On 29 February 2016, I attended a meeting in Westminster that was jointly organised by the UK Hydrogen and Fuel Cell Association (UKFCA) and Carbon Connect with the aim of discussing current challenges in the decarbonisation of heat generation in the UK. The panel included David Joffe (Committee on Climate Change), Dr. Marcus Newborough (ITM Power), Ian Chisholm (Doosan Babcock), Klaus Ullrich (Fuel Cell Energy Solutions), Phil Caldwell (Ceres Power) and was chaired by Dr Alan Whitehead MP and Shadow Energy Minister. The attendees included a number of key players in the field of hydrogen production, fuel cell and renewable energy industries, as well as organisations such as the Department for Energy and Climate Change (DECC).
Image source: Policy Connect.
To set the scene, I would like to quote some facts and figures from the 2015 Carbon Connect report on the Future of Heat (part II).

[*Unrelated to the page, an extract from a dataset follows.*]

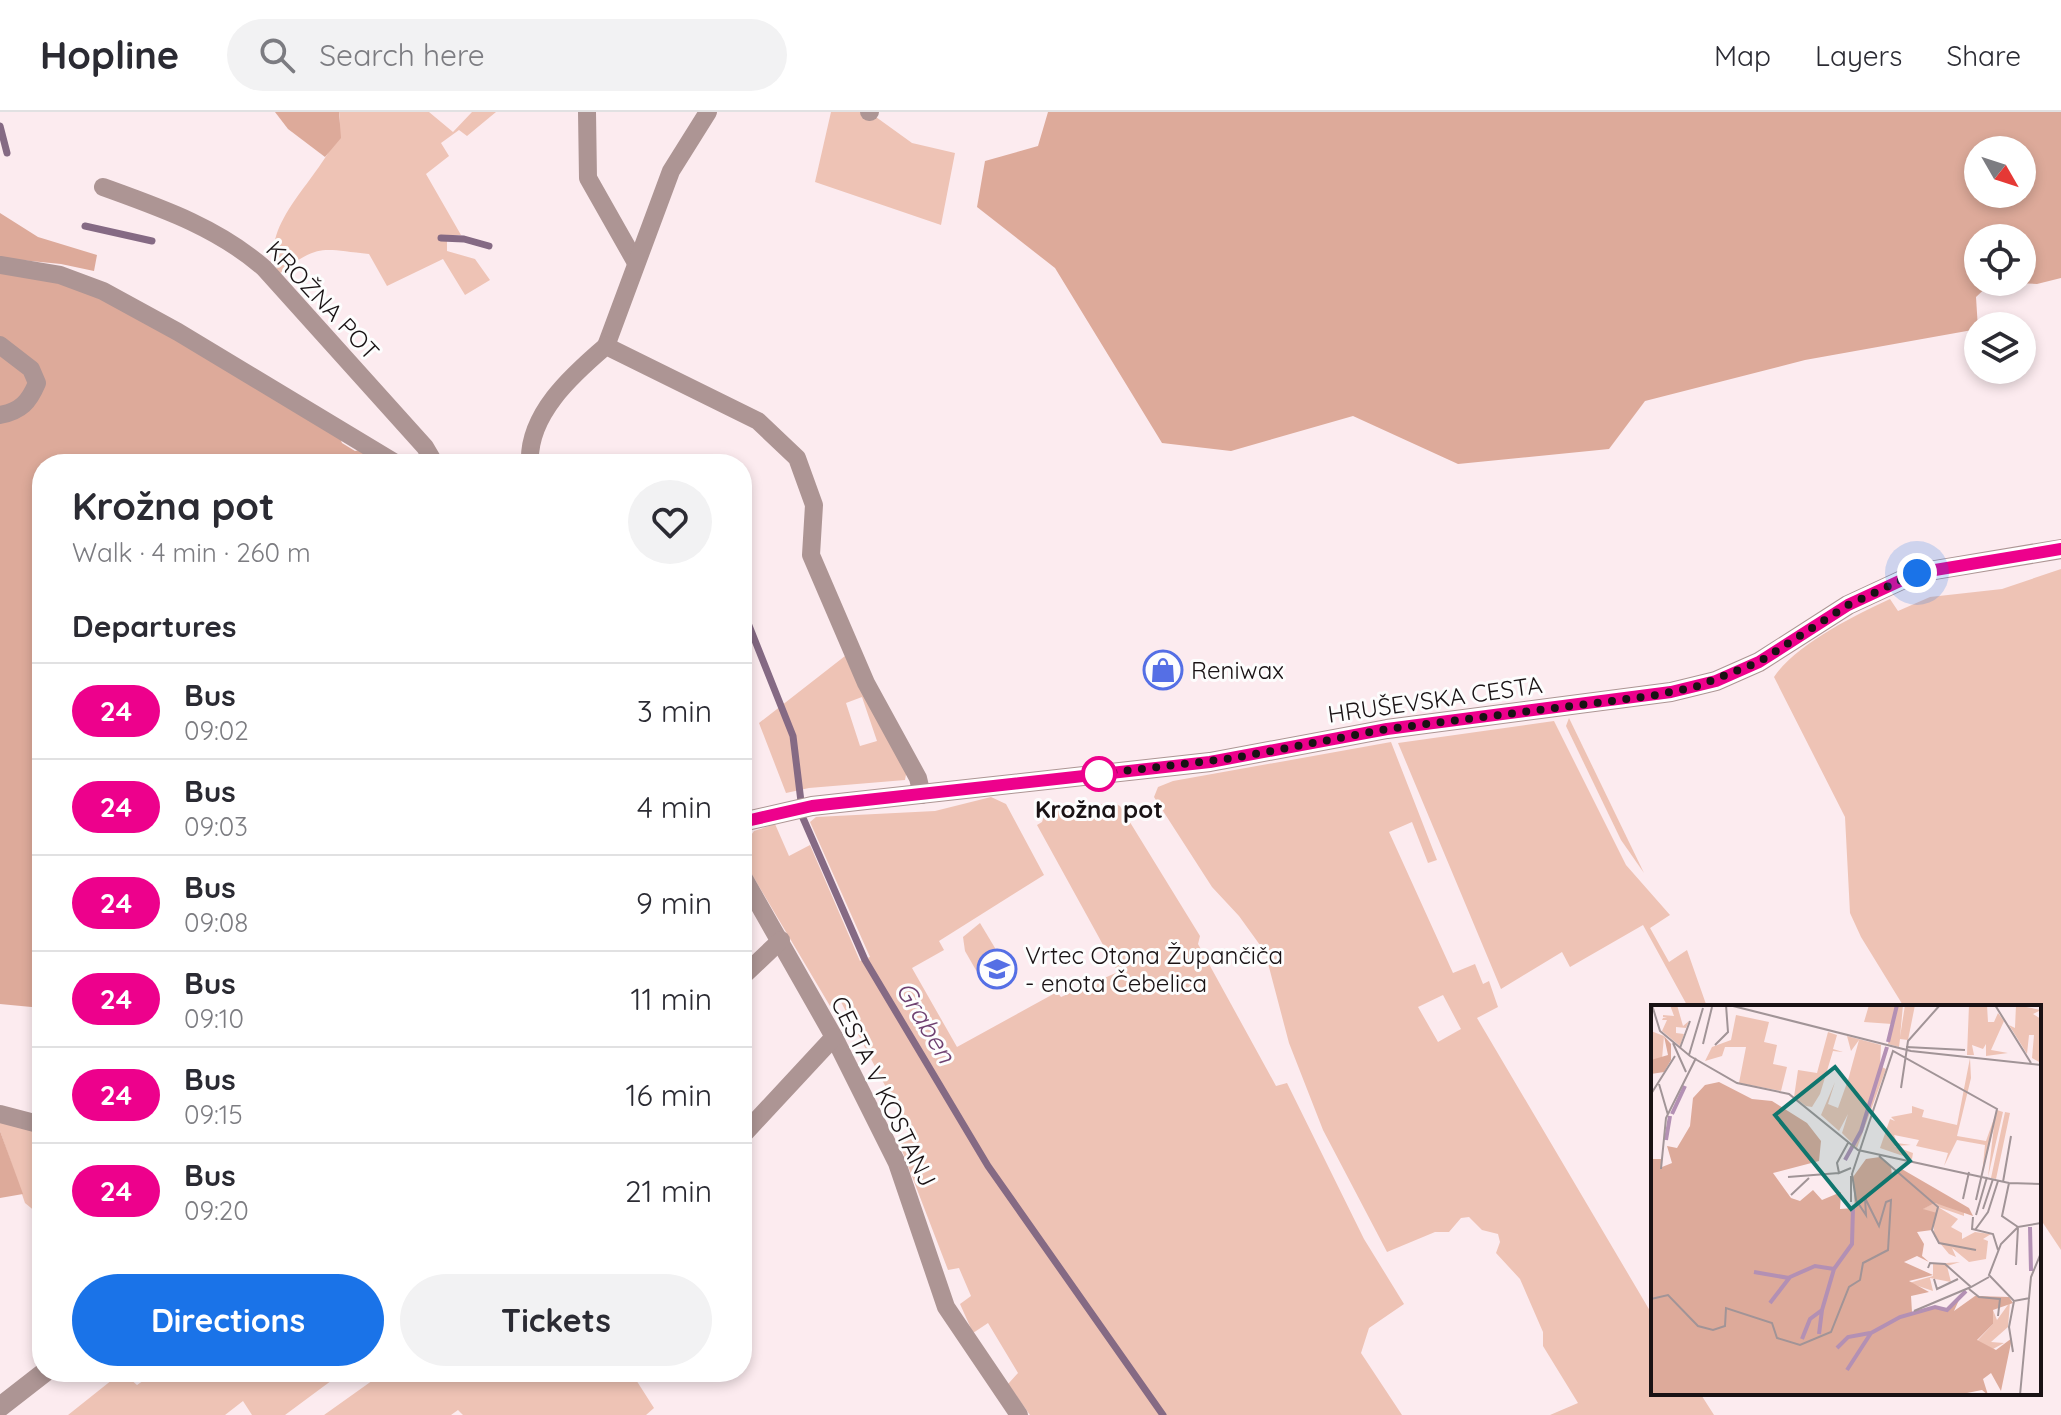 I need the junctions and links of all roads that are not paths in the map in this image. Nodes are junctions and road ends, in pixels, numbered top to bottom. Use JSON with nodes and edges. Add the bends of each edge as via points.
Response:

  1. The 2025 carbon reduction target is 404.4 MtCO2e (million metric tons of carbon dioxide equivalent), but the reduction levels as of 2014 have only been 288.9 MtCO2e. The current Government’s low carbon policy framework is woefully inadequate to bridge this gap.
  2. The government introduced the Renewable Heat Incentive in 2011, with the ambition of increasing the contribution of renewable energy source to 12% of the heat demand by 2020. Some of the initiatives include biomass, “energy from waste” and geothermal. However, clear policies and financial incentives are nowhere to be seen.
  3. What is the current situation of renewable heat and how good is the 12% target? The good news is that there is a slight increase in the renewable share from 2004. The really bad news is that the contribution as of 2013 is just 2.6%. The UK is further behind any other EU state with regards to its renewable heat target. Sweden has a whopping 67.2% contribution and Finland 50.9%.

Towards a decarbonised energy sector, two important networks should be considered, electrical and gas. Electrification of heat is very well suited for low carbon heat generation, however, the electricity demands at peak time could be extremely costly. The UK’s gas network is a major infrastructure which is vital for providing gas during peak heat demand. However, it needs to be re-purposed in order to carry low carbon gas such as bio-methane, hydrogen or synthetic natural gas.

It was clear from the debate that hydrogen can play an important role in decreasing carbon emissions even within the current gas network. The introduction of up to 10% of hydrogen into gas feed can still be compatible with current gas networks and modern appliances, while generating a significant carbon emission reduction. However, where is the hydrogen coming from? For heat production at the national scale, steam reforming is the only player. However, with the government pulling away from carbon capture and storage (CCS), this option cannot provide a significant reduction in carbon emissions.  Capital costs associated with electrolysers would not be able to deliver the amount of hydrogen required at peak demands. The frustration in this community with regards to the future of CCS was palpable during the networking session.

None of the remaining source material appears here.